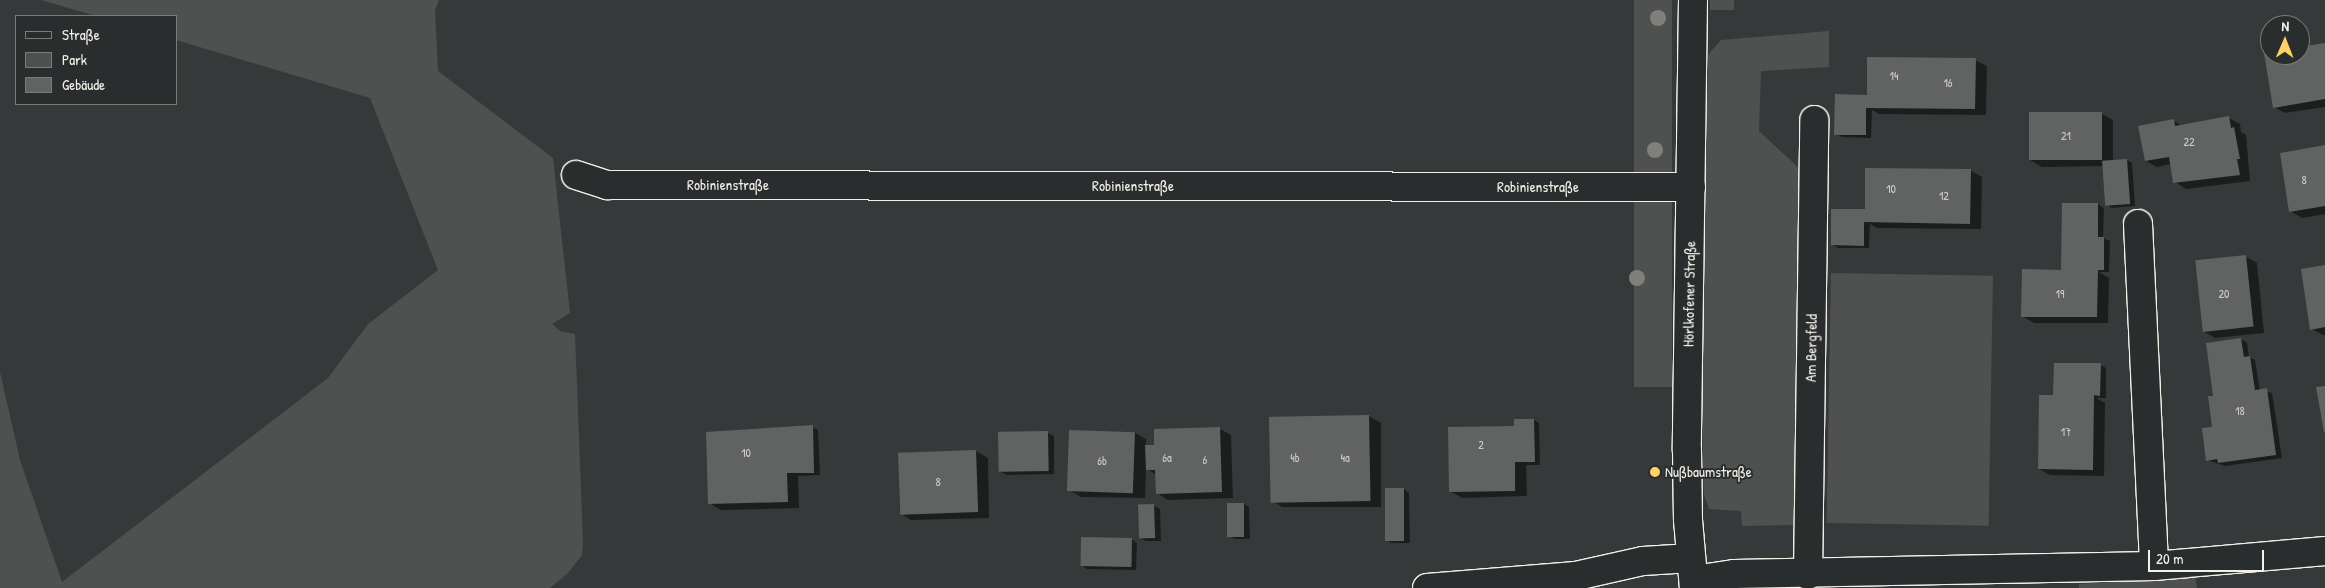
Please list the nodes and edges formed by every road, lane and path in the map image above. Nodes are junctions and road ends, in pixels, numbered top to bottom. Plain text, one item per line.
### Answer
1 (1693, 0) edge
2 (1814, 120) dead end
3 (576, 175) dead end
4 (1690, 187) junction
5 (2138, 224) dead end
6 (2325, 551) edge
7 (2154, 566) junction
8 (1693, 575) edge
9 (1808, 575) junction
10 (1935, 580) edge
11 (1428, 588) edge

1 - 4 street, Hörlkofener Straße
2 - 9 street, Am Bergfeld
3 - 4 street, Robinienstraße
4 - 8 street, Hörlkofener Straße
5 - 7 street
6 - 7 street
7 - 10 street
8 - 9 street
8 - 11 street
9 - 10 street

——————————

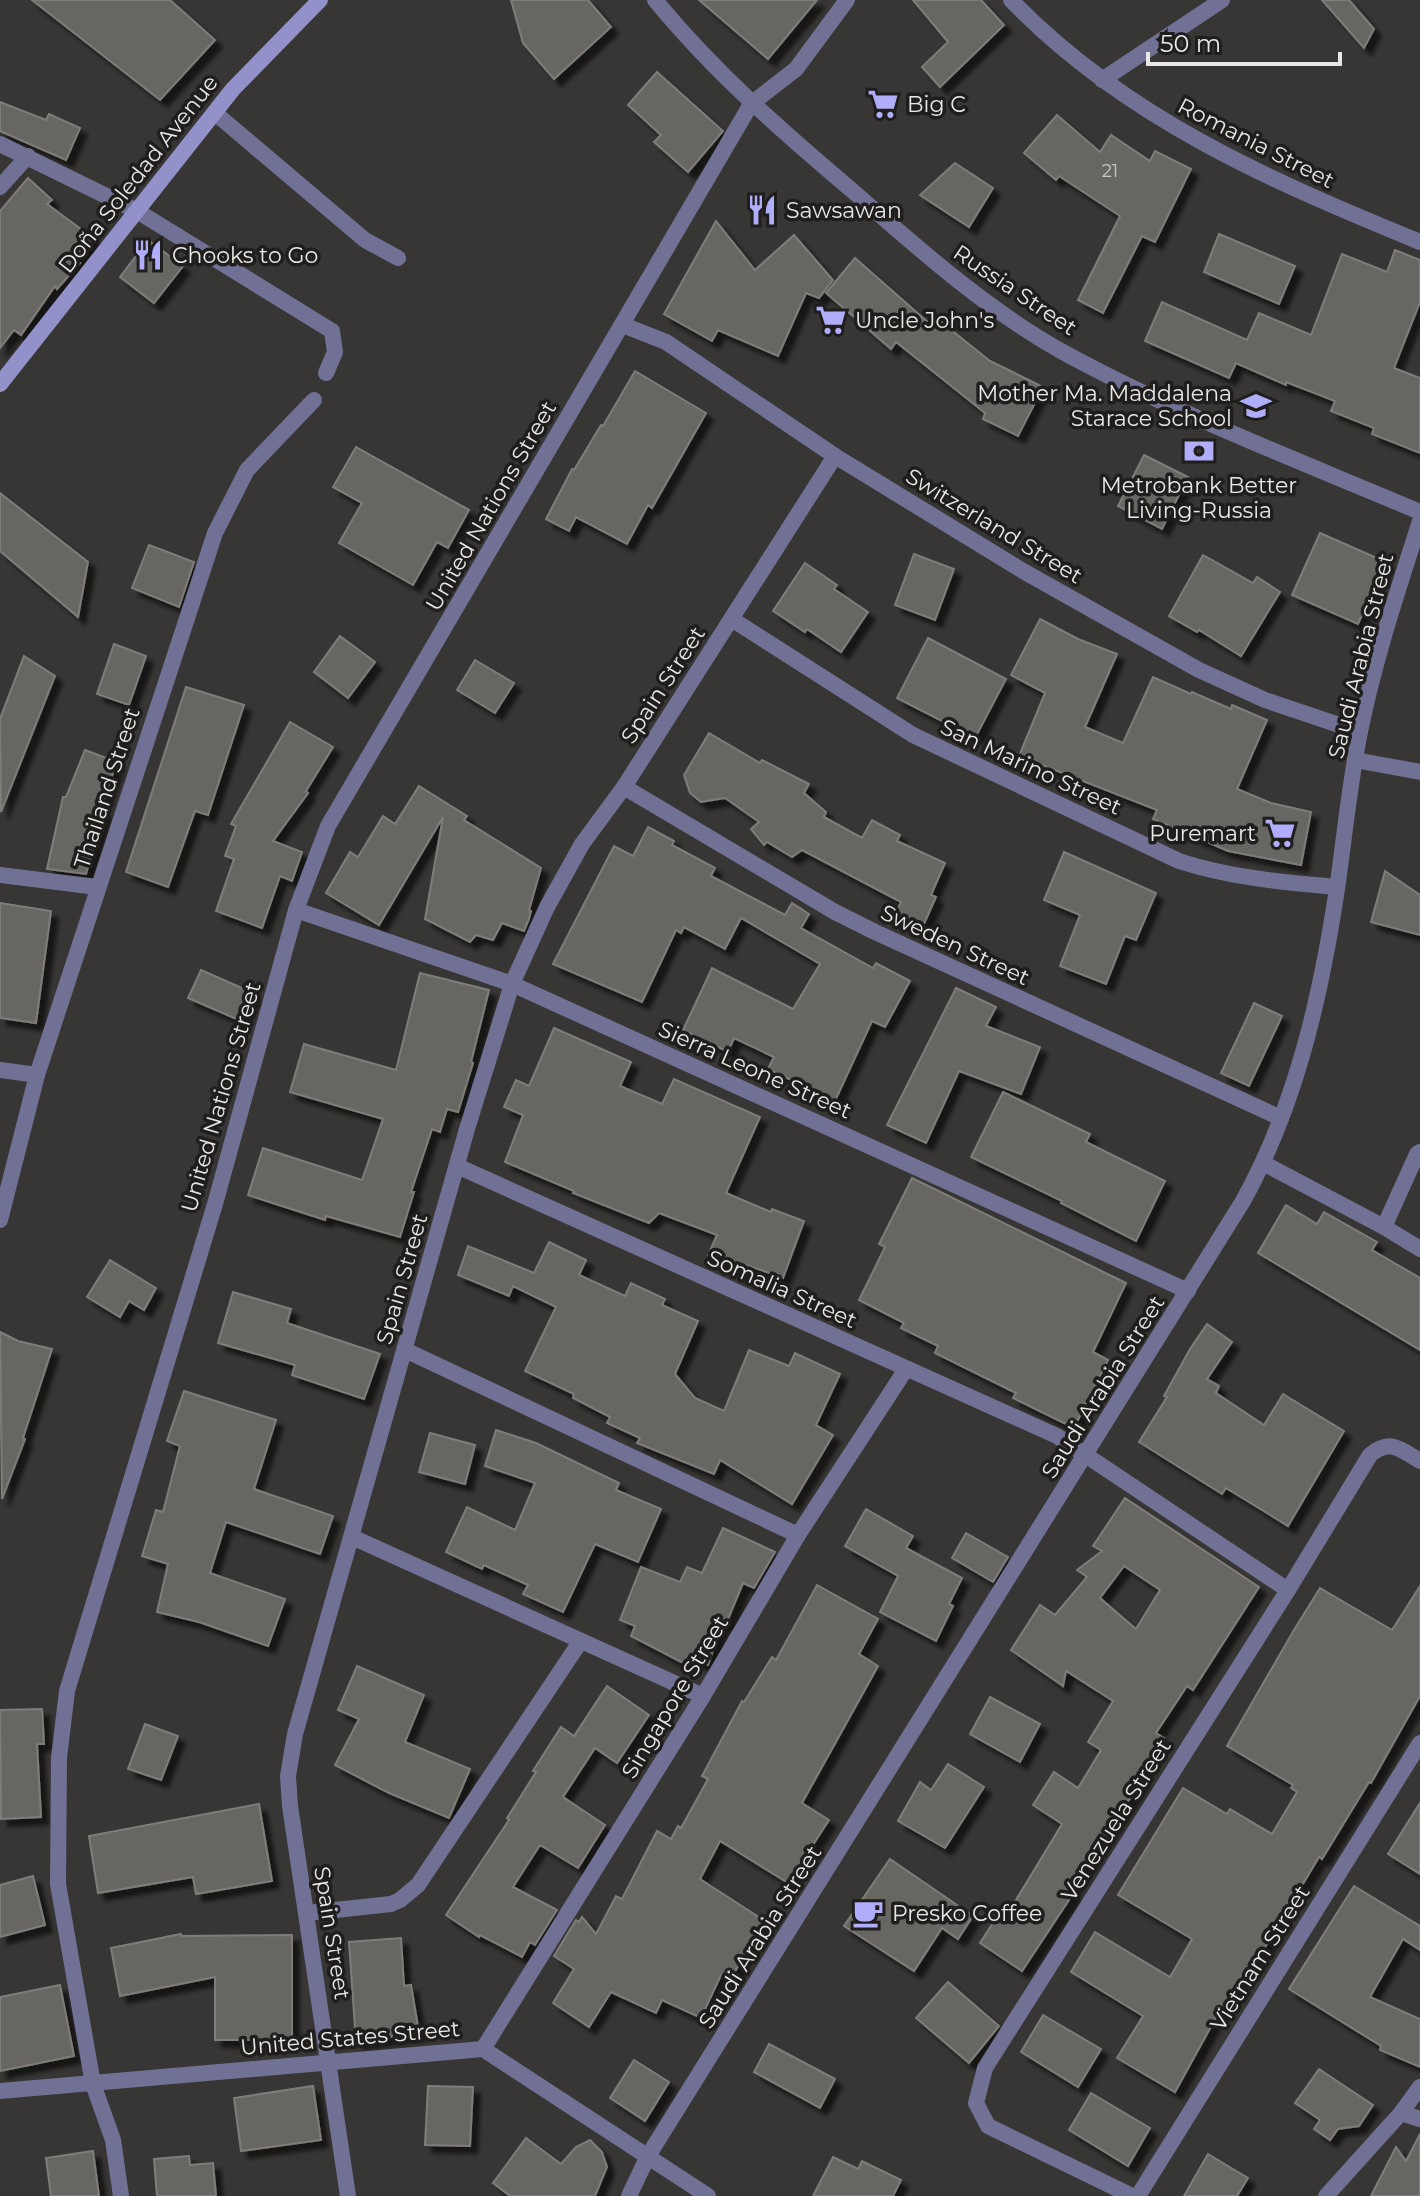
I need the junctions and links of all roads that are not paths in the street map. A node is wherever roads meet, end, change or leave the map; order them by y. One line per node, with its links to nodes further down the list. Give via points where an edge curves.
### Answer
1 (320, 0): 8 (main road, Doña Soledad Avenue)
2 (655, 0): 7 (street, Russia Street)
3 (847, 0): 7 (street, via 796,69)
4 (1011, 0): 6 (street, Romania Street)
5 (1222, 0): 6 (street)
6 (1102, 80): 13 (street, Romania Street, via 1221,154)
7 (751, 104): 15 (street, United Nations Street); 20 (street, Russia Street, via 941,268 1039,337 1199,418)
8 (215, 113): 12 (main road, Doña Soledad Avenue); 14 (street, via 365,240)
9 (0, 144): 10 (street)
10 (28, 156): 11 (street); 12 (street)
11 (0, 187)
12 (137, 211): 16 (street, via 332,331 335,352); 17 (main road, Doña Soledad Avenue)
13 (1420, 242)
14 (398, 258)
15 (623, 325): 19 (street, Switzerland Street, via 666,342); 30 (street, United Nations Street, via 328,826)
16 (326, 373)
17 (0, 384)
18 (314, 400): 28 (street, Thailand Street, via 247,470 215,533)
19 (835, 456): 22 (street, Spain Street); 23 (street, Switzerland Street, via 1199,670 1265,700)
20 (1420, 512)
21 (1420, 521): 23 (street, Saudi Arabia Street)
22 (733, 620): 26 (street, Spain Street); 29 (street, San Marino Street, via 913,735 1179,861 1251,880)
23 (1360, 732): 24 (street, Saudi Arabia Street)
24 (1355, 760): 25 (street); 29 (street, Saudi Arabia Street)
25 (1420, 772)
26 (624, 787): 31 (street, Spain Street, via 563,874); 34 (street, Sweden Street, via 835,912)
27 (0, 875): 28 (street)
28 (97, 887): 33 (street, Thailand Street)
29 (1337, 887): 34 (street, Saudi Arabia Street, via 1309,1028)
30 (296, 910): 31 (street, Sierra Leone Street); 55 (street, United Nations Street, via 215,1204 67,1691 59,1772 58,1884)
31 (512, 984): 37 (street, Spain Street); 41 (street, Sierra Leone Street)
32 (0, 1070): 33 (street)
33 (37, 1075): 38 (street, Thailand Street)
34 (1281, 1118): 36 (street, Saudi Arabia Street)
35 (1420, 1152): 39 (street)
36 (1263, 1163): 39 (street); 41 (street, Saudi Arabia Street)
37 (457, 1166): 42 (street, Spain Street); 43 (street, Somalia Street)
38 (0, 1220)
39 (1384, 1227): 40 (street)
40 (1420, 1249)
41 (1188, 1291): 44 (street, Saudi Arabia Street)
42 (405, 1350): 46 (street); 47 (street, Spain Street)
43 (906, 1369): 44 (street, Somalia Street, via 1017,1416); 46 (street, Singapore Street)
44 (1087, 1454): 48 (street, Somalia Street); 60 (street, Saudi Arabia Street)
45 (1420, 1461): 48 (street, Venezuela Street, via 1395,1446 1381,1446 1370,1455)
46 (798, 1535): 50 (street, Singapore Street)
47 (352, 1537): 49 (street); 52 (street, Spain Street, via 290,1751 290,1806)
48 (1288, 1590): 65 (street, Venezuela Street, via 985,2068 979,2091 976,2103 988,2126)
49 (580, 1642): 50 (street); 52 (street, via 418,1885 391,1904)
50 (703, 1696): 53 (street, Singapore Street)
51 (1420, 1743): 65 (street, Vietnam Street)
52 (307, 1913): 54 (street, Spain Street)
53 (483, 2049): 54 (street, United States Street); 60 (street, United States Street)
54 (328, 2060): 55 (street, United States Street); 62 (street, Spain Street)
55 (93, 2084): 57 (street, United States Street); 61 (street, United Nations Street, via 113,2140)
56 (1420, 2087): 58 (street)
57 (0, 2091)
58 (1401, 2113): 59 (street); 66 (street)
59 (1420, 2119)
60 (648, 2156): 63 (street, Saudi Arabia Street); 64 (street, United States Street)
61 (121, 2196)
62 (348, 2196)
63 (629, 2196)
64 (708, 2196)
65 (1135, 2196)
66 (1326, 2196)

——————————

What to produce ->
Exactly how many lines of the records hold "list"? Give the number without any words.

Result of the task ->
2